Until we ran out of rocks!  We just weren’t comfortable shipping a new load in for punishment purposes.

One day, I was in Wal-Mart.  Our town doesn’t have a mall, but we finally got a SuperStore Wall-Mart!  Two of the boys started arguing and wrestling.  It wasn’t pretty.  This was not how I visualized motherhood.

The boys had been discussing wall-sets a few days before.  The P.E. coaches apparently used wall-sets for punishment.  I didn’t have a wall, but, hmmm.  It wasn’t a big jump from wall-sets to squats–all that upper-thigh work-out and all.   You can do squats at Wal-Mart, in the church lobby, on the side of the highway, in front of a police officer.  Child-services won’t take your kids away for doing squats!

Different children “ask” to do more squats than others, though.

07-19-2009 11;15;12PM“Are your knees telling you to keep your mouth shut, yet?” my husband asked one son during one squat event.  Prudence can sometimes be a difficult trait to develop.
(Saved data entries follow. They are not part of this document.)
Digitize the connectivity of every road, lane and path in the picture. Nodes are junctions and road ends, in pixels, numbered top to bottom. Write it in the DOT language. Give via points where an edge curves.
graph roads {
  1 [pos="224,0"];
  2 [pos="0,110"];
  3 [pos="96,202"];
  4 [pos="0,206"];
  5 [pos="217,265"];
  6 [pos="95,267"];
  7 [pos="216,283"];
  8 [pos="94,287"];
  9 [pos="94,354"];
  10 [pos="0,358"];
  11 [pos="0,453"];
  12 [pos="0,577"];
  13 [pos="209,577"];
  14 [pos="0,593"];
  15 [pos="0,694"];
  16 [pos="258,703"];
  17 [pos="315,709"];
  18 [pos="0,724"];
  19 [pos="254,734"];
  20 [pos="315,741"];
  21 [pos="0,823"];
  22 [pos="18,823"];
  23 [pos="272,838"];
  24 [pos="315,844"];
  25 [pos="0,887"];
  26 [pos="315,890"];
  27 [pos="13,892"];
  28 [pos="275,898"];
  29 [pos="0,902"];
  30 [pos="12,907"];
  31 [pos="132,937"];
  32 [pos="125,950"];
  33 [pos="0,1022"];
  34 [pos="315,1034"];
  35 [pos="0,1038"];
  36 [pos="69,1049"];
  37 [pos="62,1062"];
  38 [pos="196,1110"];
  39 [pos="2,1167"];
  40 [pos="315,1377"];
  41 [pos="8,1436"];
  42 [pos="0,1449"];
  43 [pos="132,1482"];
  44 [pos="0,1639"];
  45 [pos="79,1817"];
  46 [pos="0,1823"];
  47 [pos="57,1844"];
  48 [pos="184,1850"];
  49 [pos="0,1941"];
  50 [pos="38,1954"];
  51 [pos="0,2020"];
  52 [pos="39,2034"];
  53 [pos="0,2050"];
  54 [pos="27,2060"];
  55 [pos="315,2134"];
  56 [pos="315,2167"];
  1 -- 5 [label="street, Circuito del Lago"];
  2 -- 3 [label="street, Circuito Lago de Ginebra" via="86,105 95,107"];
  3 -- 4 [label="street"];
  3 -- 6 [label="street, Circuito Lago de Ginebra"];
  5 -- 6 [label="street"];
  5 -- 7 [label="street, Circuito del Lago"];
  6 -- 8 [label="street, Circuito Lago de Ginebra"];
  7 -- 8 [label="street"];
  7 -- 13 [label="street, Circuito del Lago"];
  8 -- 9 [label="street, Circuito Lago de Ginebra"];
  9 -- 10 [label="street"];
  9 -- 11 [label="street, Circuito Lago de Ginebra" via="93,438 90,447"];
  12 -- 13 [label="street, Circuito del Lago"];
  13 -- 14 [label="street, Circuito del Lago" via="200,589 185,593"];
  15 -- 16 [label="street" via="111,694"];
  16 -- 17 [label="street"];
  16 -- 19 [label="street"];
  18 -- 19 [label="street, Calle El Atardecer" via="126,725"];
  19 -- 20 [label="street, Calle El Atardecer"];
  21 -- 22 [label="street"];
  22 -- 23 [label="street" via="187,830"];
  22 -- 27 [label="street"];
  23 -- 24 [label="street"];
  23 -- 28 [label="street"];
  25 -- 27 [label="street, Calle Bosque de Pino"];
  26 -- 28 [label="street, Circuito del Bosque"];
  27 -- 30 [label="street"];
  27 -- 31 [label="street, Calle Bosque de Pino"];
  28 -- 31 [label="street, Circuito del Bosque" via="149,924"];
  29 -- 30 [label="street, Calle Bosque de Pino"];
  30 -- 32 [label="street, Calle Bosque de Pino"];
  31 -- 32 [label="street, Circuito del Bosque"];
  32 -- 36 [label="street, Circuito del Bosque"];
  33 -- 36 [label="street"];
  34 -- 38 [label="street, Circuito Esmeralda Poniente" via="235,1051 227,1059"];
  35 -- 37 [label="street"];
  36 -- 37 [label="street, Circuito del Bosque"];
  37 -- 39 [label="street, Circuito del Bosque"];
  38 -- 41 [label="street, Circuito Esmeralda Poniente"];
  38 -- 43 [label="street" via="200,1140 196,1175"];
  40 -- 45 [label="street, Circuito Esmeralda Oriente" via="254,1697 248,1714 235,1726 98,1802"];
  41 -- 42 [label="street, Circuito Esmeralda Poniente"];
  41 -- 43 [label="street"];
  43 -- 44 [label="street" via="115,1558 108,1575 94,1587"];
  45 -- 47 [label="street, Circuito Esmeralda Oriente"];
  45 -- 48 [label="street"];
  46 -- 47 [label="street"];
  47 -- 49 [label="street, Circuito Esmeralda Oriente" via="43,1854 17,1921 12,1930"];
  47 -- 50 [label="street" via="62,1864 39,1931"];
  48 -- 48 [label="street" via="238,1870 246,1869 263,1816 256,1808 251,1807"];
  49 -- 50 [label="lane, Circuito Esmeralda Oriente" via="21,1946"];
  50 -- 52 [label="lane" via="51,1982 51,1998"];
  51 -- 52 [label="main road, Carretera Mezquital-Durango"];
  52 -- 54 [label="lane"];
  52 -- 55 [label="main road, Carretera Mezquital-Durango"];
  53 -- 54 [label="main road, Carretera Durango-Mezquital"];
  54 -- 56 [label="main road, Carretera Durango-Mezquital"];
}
The other day, my two youngest were arguing.  One punched the other.  Then fists were flying.  Sons hitting sons must be the most awful thing they can do in the presence of their mother.  The myriad range of emotions leave me speechless:  fury, gut-wrenching conflict because you love both  unconditionally and enormously,  the frazzeling shortening circuit of my nerves, and those short-term feelings of failure, and just total befuddlement because they know punching is not acceptable.
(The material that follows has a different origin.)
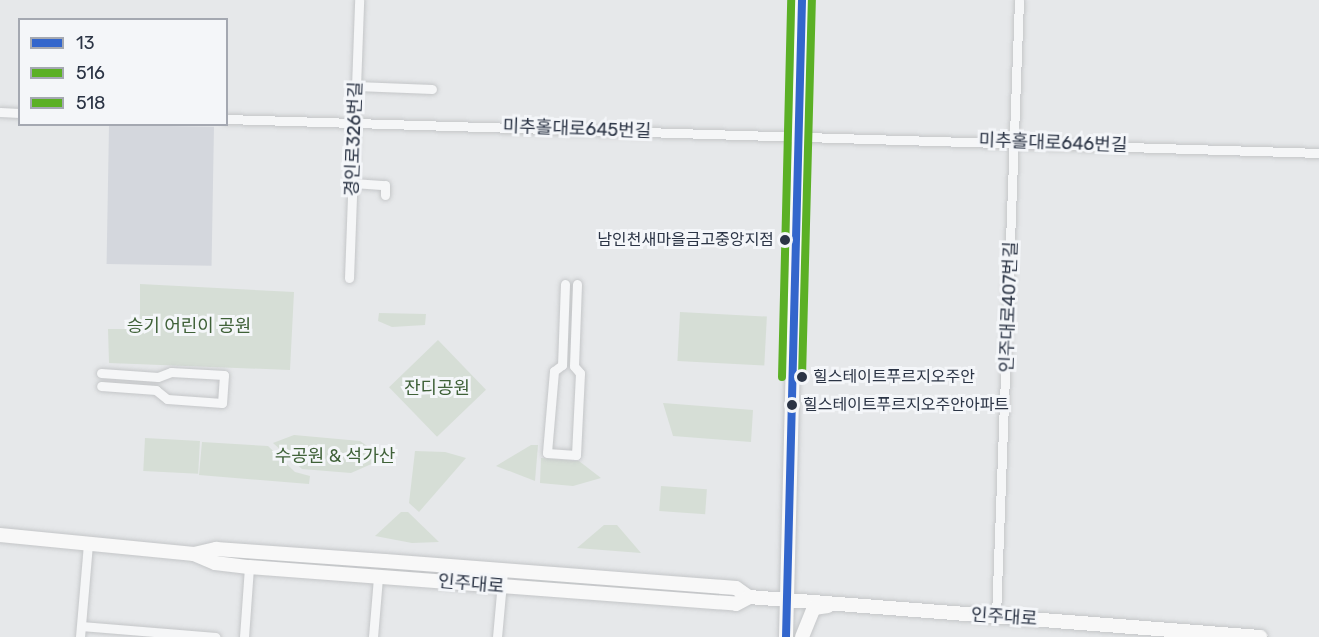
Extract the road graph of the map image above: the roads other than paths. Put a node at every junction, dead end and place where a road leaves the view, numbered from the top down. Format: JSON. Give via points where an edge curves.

Both faces expressed outrage.  Both mouths blamed the other.  One set of eyes flashed the injustice.  The other set of eyes welled with tears.

I know how Solomon felt when he was called upon to determine the guilt and innocence of the two women determined to be given custody of the baby.  All he had was hearsay.  That’s all I have most of the time.  What a quandary!  The solution?  No, I didn’t threaten to slice anyone in half!

Fifty squats!  Holding hands with arms crossed, facing each other, each set of feet in one tile block,  saying, “I am in trouble because of you.  You are in trouble because of me.”  If anybody whines, stops, or steps out off their tile block, an additional 25 is tacked on.

By the end of the squats, they are laughing and hugging each other.  Yeah, they are still more little than big.

I remember a set of brothers getting into a fist-fight in my yard.  They were about 11 and 13.  I called their mother and told them that if they ever did that again, I would pull the hose out on them.  The best ideas come after the fact.  I waited and waited, but they never did fight in my yard again.

I’m ready if my older boys do this.  Of course, if they would start fighting inside, I’d have to direct them outside.  Would that be encouraging them to fight?  I hope not.  I do think a good dousing with a waterhose would definitely extinguish a heap of rage.  Part of me wants to see if my solution works; the other doesn’t want the opportunity.

One of my sons had to write, “I will neither provoke, incite, nor encourage my brothers to negative behavior.”  He had to write that 100 times.  Why is it 14 year olds want provoke, incite and encourage their younger siblings, baiting them, building up their ire, and then, “BOOM,” the entire house explodes?  He still cries, “Injustice” about that punishment today.

Another son does not like to listen to lectures, so I write them up.  He
hears” everything on that sheet of paper.  It takes me out of the picture, so he listens  better.

We ground, take away privileges, add chores, and pray for guidance on how to lead these young men.

07-19-2009 11;12;26PMDiscipline constantly evolves.  Different situations require different reactions.  Different personalities require different reigning-in-techniques.  No discipline is not a choice.  No discipline says, “I don’t care enough about you to make me uncomfortable.”  The irony of a parent’s discipline?  It says, “I love you.”

The kicker hasn’t got in trouble as much lately.  Upper-thigh development is now self-inflicted if he wants to produce the same yardage.  I guess there’s a point where parental discipline becomes self-discipline!